Это лишнее, совсем лишнее. Им надо выбираться отсюда, а для этого встать, найти останки самолета, выяснить, что с рацией, а потом поискать воду и пищу. Секс в экстремальных условиях любят только идиоты и киношники, к тому же они оба грязные и окровавленные. Да и вообще, кто тут думает о сексе?!
Он с легким остервенением забинтовал припухшую девичью лодыжку, стараясь не смотреть на нежную кожу, просвечивающую сквозь лохмотья белых (в прошлом) брюк Конни. Поднялся и сурово велел:
— Давай, вставай. Надо искать самолет.
— И умыться.
— О, женщины! Ладно, и умыться.
— И еще… мне надо…
Она чуть не умерла, мямля эти слова, но природа брала свое. Как ни странно, Дик Джордан отреагировал совершенно спокойно.

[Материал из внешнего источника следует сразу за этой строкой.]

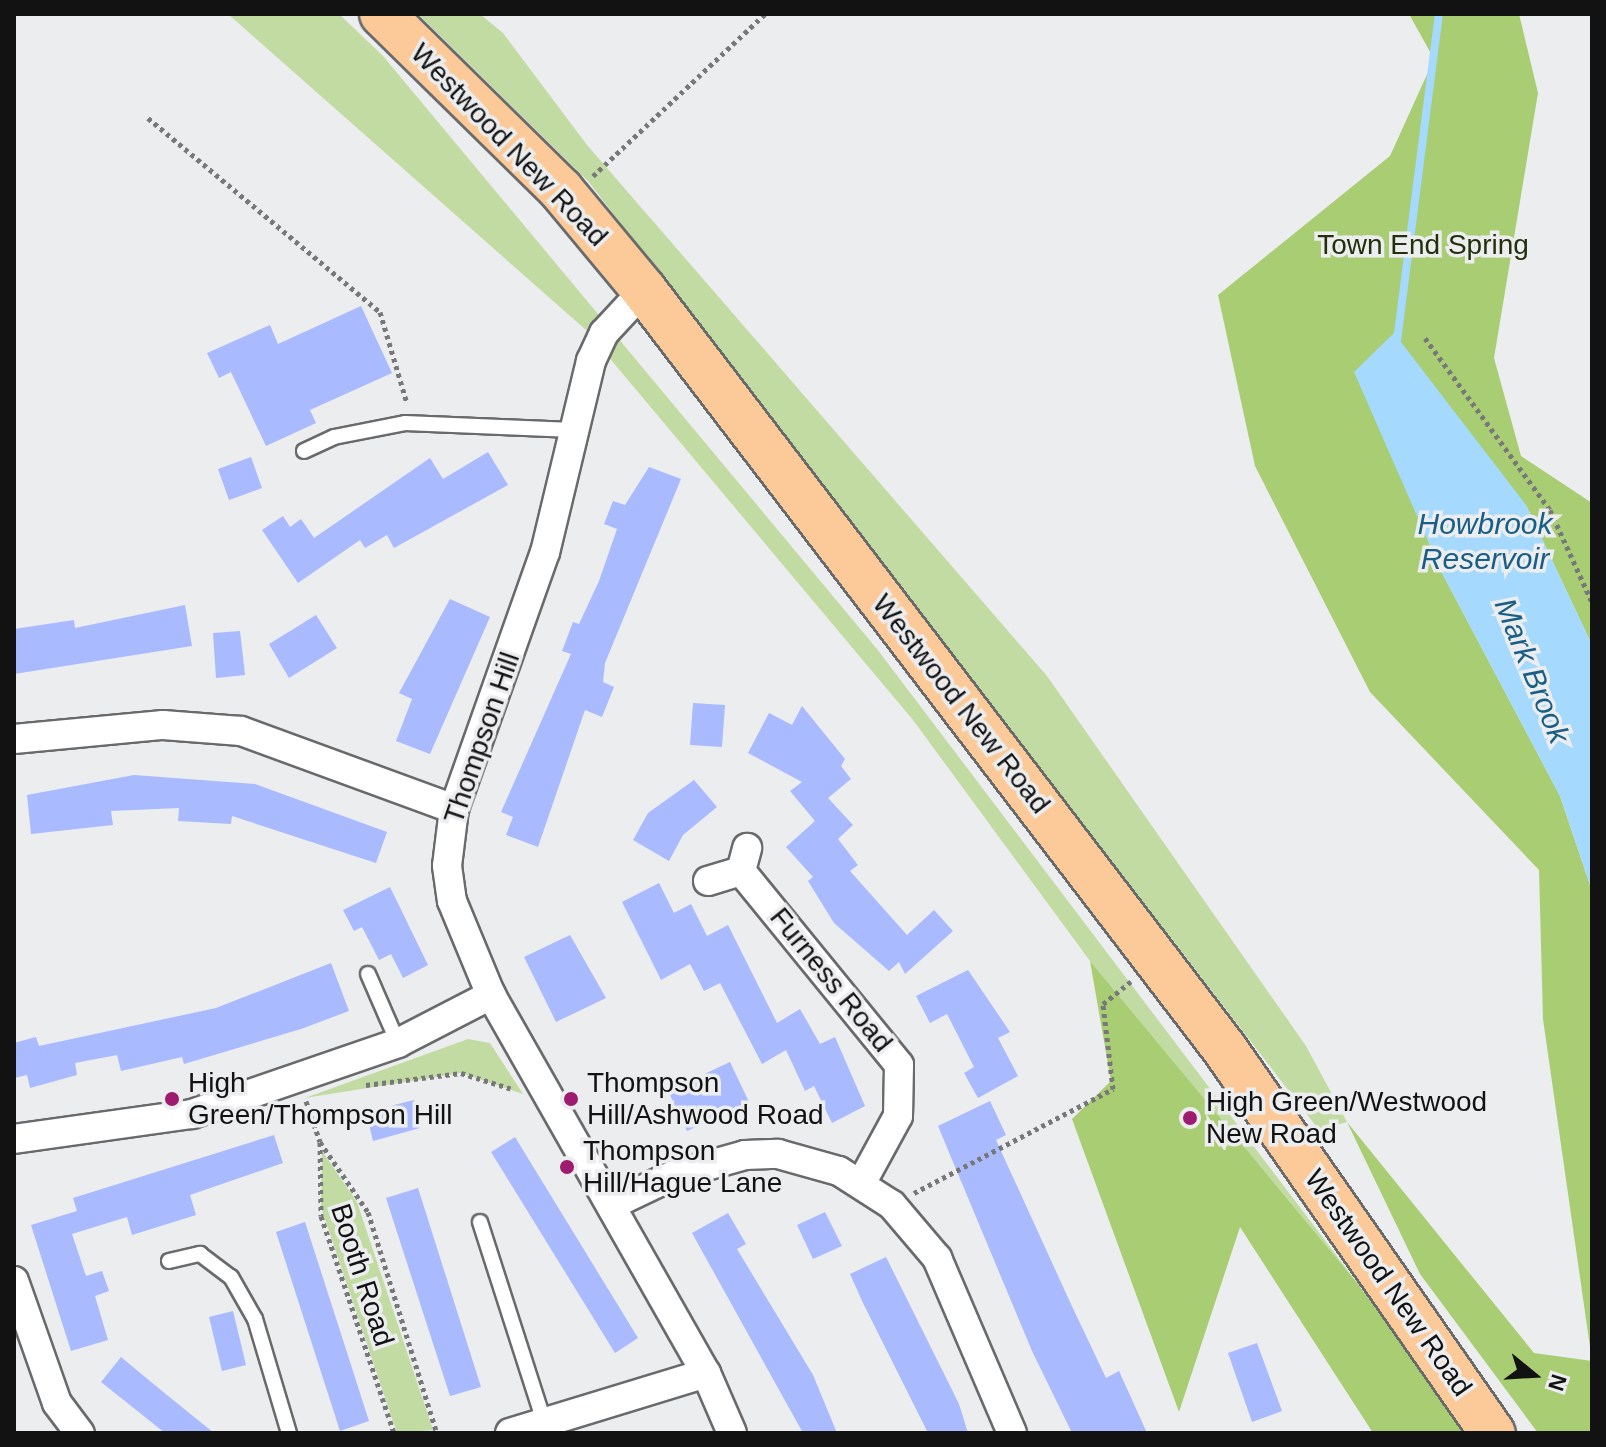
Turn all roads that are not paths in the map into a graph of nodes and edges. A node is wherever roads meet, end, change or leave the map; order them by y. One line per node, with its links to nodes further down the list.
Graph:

— Еще бы не надо! Когда я пришел в себя на рассвете, мне тоже было надо, еще как. Двигай вон в те кусты. Там нет пауков.
— Каких таких пауков?
— Никаких. Это манзанилья, они не любят ее запах.
— Они тут ядовитые?
— Часть очень, часть не очень, часть вообще безобидна, но на вашего брата производит наибольшее впечатление, потому что размером с голубя.
— Ох…
— Орать будешь?
— Да нет, не так-то уж я их и боюсь, но…
— Понимаю тебя. Не очень приятно получить укус в самую беззащитную часть тела. Короче, вон там — безопасно.
Конни, прихрамывая, отправилась в указанном направлении, дивясь про себя тому, как легко и свободно она разговаривает на ТАКИЕ темы с малознакомым представителем противоположного пола. Видимо, шок. Сдерживающие механизмы социализации при сильном шоке отключаются, в дело идут инстинкты… Надо будет записать. Когда будет, на чем и чем. Потом они умывались в прибрежных волнах, и Конни не сразу осознала, что плещется в настоящем океане. Голове стало значительно легче, и девушка принялась осторожно смачивать морской водой противную корку на виске. Вода немедленно окрасилась розовым, а потом по виску и по щеке заструилось что-то горячее. Дик выпрямился, присвистнул и быстро подошел к Констанции. Решительно взял ее голову обеими ладонями и мягко повернул к себе правую сторону лица. Конни замерла. Прохладные от воды руки молодого человека держали ее очень мягко, очень осторожно, и это было удивительно приятно…
— Слава Богу, рана неглубокая.
— Это… кровь?
— В обморок будешь падать?
— Нет, я крови не боюсь. Только течет… неприятно.
— Стой тут, промывай. Сейчас защиплет, потерпи. Я быстро.
Он сгонял на берег и принес каких-то темно-зеленых листьев, размял их в пальцах и протянул Конни.
— Пожуй.
— Зачем?
— Жуй, говорят, а то сам буду жевать.
— Ну и жуй.
— Я должен залепить твою рану. Хочешь моими слюнями воспользоваться — ради Бога, мне не жалко.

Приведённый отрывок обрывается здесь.